La verità non piace quando è amara; non paga elettoralmente; non gratifica, è antipatica, è fastidiosa; pone temi di responsabilità che da una parte e dall’altra si intendono fuggire; è faticosa, la verità; è sconvolgente, talora, la verità; ma è la verità; e prima o poi viene fuori e più tardi viene fuori più forte è la sua sferza.

Non è però (forse, ancora) troppo tardi per cominciare a pretendere di guardarla in faccia, la verità, e provare a sperare che questa scelta sia contagiosa; è esercizio tutto sommato semplice, almeno dal punto di vista del metodo: studiare con cura e senza pregiudizi i temi che abbiamo davanti nei tantissimi settori nei quali occorre porre mano ad una svolta; chiedere sempre conto di quanto ci viene detto al riguardo; pretendere che ci vengano dette poche cose per volta e con chiarezza e supporto di dati; rifiutare con sdegno ogni slogan (una frase che consiglio di usare in questi casi è più o meno la seguente: “tu queste cose valle a dire alla TV, non a me!”); pretendere che le cose che ci vengono dette siano esposte con calma e senza retoriche; pretendere argomentazioni; non consentire di cambiare discorso; non consentire divagazioni sulle responsabilità pregresse (normalmente di altri) in cambio di precise asserzioni sul da fare e sul come fare; non accettare proclami programmatici senza dettagliati ragguagli sul come finanziarli (cioè: dove si prendono i soldi e da che cosa si stornano); e, visto che siamo in campagna elettorale, non votare assolutamente e per nessun motivo chi non accetta queste regole!
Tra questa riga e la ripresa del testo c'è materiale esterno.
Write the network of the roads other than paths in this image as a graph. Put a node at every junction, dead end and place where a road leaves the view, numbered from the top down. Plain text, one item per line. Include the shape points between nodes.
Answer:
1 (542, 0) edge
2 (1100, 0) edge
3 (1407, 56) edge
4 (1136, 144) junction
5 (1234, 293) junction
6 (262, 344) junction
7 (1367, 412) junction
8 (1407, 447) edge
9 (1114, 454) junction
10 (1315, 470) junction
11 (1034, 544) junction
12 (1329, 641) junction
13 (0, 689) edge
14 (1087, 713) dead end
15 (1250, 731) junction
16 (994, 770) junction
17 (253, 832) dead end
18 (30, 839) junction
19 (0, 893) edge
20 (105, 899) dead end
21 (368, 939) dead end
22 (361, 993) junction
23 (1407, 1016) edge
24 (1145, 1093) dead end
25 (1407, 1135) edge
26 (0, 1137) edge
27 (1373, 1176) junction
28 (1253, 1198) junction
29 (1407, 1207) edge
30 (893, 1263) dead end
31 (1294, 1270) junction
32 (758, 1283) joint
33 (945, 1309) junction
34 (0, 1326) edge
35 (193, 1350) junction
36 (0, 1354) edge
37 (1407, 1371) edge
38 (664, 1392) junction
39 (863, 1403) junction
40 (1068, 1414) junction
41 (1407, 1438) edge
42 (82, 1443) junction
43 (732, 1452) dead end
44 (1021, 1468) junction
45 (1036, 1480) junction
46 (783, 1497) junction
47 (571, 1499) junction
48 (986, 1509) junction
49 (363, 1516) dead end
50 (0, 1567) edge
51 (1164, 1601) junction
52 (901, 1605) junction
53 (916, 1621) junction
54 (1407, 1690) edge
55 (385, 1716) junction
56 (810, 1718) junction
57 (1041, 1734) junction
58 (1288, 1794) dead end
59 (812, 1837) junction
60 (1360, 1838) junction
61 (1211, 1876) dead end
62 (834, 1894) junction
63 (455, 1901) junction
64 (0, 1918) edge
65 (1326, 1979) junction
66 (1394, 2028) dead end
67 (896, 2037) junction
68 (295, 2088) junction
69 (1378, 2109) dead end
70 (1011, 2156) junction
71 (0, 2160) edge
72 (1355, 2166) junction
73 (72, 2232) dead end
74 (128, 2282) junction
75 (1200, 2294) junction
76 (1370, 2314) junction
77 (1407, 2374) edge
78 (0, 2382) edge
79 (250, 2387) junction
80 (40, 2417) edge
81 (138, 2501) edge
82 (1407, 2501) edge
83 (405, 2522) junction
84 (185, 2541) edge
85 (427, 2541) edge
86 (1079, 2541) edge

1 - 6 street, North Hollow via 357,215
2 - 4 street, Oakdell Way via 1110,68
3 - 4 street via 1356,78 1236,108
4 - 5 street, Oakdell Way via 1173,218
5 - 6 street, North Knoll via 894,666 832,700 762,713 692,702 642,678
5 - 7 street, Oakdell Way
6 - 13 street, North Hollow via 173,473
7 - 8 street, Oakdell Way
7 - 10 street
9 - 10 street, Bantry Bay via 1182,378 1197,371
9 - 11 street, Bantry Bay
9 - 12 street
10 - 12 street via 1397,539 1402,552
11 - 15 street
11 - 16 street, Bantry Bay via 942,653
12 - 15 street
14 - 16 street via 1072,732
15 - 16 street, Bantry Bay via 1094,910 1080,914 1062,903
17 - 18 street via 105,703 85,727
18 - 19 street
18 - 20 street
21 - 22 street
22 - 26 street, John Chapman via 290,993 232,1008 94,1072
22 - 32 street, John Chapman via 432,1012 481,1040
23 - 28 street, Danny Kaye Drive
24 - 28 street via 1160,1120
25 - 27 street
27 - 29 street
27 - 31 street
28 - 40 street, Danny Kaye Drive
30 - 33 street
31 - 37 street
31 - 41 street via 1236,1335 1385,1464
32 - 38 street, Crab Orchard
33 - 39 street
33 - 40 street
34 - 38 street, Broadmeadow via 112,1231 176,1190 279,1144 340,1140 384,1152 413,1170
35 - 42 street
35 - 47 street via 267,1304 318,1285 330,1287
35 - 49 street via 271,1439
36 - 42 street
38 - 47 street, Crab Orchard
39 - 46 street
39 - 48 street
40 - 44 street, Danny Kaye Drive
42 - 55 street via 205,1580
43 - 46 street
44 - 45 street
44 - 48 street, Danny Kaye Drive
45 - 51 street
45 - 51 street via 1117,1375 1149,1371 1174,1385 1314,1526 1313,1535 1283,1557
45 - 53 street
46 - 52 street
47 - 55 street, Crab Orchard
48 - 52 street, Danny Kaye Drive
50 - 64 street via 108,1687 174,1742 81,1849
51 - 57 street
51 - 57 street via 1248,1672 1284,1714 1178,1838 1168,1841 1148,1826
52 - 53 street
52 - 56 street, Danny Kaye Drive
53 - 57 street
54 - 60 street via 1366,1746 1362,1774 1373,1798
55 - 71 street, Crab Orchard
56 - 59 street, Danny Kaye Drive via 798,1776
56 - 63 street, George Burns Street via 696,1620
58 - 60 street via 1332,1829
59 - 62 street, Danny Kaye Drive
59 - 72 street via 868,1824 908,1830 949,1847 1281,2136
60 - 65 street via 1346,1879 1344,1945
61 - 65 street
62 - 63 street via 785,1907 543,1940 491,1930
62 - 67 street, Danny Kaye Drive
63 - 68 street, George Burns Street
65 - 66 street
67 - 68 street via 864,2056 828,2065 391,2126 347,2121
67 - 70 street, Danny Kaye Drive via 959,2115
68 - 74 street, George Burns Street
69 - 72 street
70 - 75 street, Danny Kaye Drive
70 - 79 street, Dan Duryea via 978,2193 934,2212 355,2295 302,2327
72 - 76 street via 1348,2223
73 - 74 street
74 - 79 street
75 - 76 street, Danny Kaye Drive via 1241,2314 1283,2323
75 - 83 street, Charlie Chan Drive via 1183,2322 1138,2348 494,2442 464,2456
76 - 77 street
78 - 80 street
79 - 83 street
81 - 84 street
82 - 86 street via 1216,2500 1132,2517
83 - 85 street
E, poi, fare con determinazione quanto si è ben studiato di dover fare!

So di essere riguardato come un pessimista; ma, invece, credo ancora nella capacità degli italiani, dèsti e forti, di guardare in faccia alla verità e nella nostra forza di porre riparo, per quanto sacrificio possa costare, agli errori, di chiunque siano stati; credo che questo estremo sforzo sia quanto dobbiamo ai nostri figli ed ai nostri nipoti.